5. (File formats and conversions

6. Games for Linux

7. (Macro packages and conventions

8. System Management Commands

9. Kernel routines



During the program development you need especially man pages from section 2 and 3.





How to open a manual page



You can open the man page of a certain command/system call/library function by entering its

name after the command man. Then the system searches the keyword (name of the

command/system calls/library function) from the sections of manuals in the order given

above. A small problem may arise for example if there is a user command and a system call

that both have the same name. An example of this kind of command is read, because it is a

user command as well as system call. If you enter a command



man read,



what you get, is the man page of user command read, but not of system call read, what you

may have expected when programming. The reason for this is, that manual sections are

searched in the order given above and it means that man commands opens the man page from

section 1, that is man page of user command read. If you in this case want a man page of

system call read you have to indicate explicitly the section number you want to be searched. In

this case it means that the command you should give would be



man 2 read



If you don’t even remember the name of command/system call/library function you can ask

man command to search using keyword. This is done using option –k followed by the search

key in man command in the following way:



man –k string



where we ask man to find man pages where keyword string is present. The result of that

command is a list where we can see what manual pages (and in what section) contain the

keyword.

How to move and search inside a manual page and quitting



When manual pages are displayed on the screen less-program is used automatically. It means

that you can move inside manual pages using the following keys:

Cursor keys DOWN and UP can be used to one line down or up.
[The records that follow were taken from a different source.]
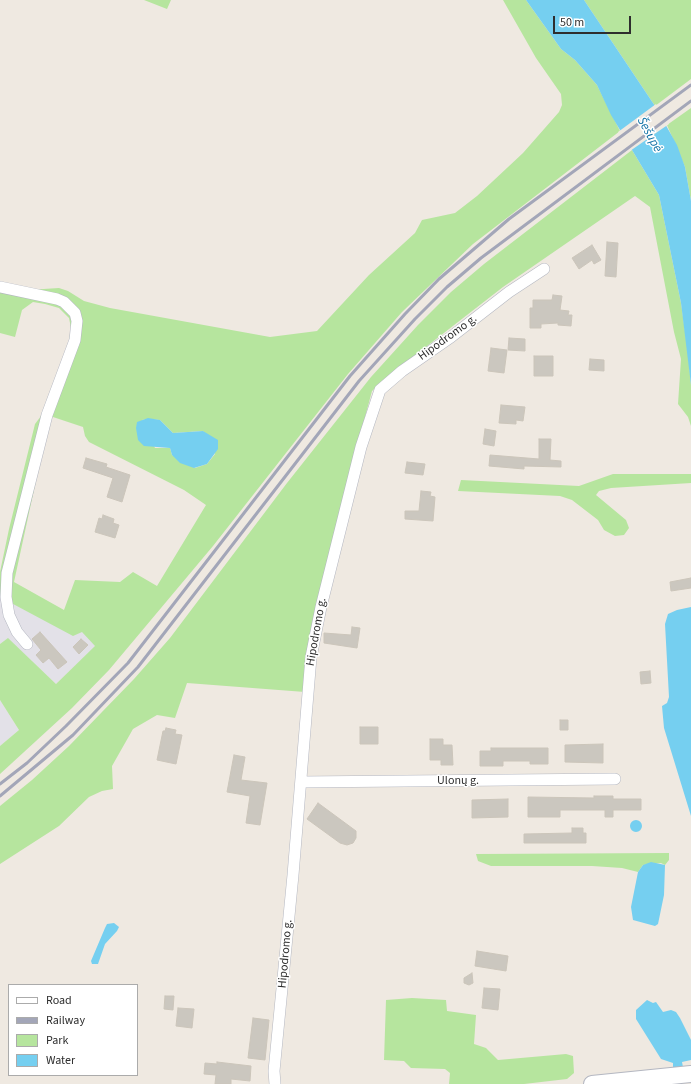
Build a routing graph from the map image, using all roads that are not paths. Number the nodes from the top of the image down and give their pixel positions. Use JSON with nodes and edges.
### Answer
{"nodes":[{"id":1,"x":544,"y":269,"type":"dead end"},
{"id":2,"x":0,"y":287,"type":"edge"},
{"id":3,"x":28,"y":644,"type":"dead end"},
{"id":4,"x":615,"y":779,"type":"dead end"},
{"id":5,"x":301,"y":782,"type":"junction"},
{"id":6,"x":691,"y":1074,"type":"edge"},
{"id":7,"x":275,"y":1084,"type":"edge"},
{"id":8,"x":592,"y":1084,"type":"edge"}],
"edges":[{"from":1,"to":5,"type":"street","name":"Hipodromo g."},
{"from":2,"to":3,"type":"street"},
{"from":4,"to":5,"type":"street","name":"Ulonų g."},
{"from":5,"to":7,"type":"street","name":"Hipodromo g."},
{"from":6,"to":8,"type":"street"}]}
f or ctrl-f scrolls one screenfull forward (space does the same thing)

b or ctrl-b scrolls one screenfull forward

q (quit) lets you out from manual page.



The man page of one topic is not very long usually. It may be useful sometimes to search a

keyword from inside the opened man page. This can be done by pressing / and entering the

search key. For example if you inside manual page enter /string it searches the keyword string

and highlights all found string words.



Hint.



When you are developing programs, it is useful to open a separate terminal for using

man pages. When the program development (editing, compiling, running) is done in

a separate window it is easy to switch to man page terminal to get help and back

again.







HOWTO-documents



The man pages discussed above describe the individual command/system call/library

functions. Unix-systems also offer so-called HOWTO-documents to the users and developers.

HOWTO-documents describe and explain wider things than individual commands. The basic

idea is that they describe ”how to do something”. There are several separate HOWTO-

documents in the system.





How to exploit X-environment and Internet browser



In the windowed environment (containing so called X), as is the case in our laboratory

(River), it is possible to keep the separate terminals mentioned above open simultaneously on

the desktop to make switching between man pages and program editing/compiling easy.

The windowed system has a separate graphical program to use man pages that is called xman.



In the windowed system (like in lab) you can use the web-browser as well. This means that all

resources in the Internet are available, for example Google.



A good starting point is Linux Documentation Project (LDP). The Internet address of that is



www.tldp.org



The man pages as well as HOWTO-documents are available in the web too.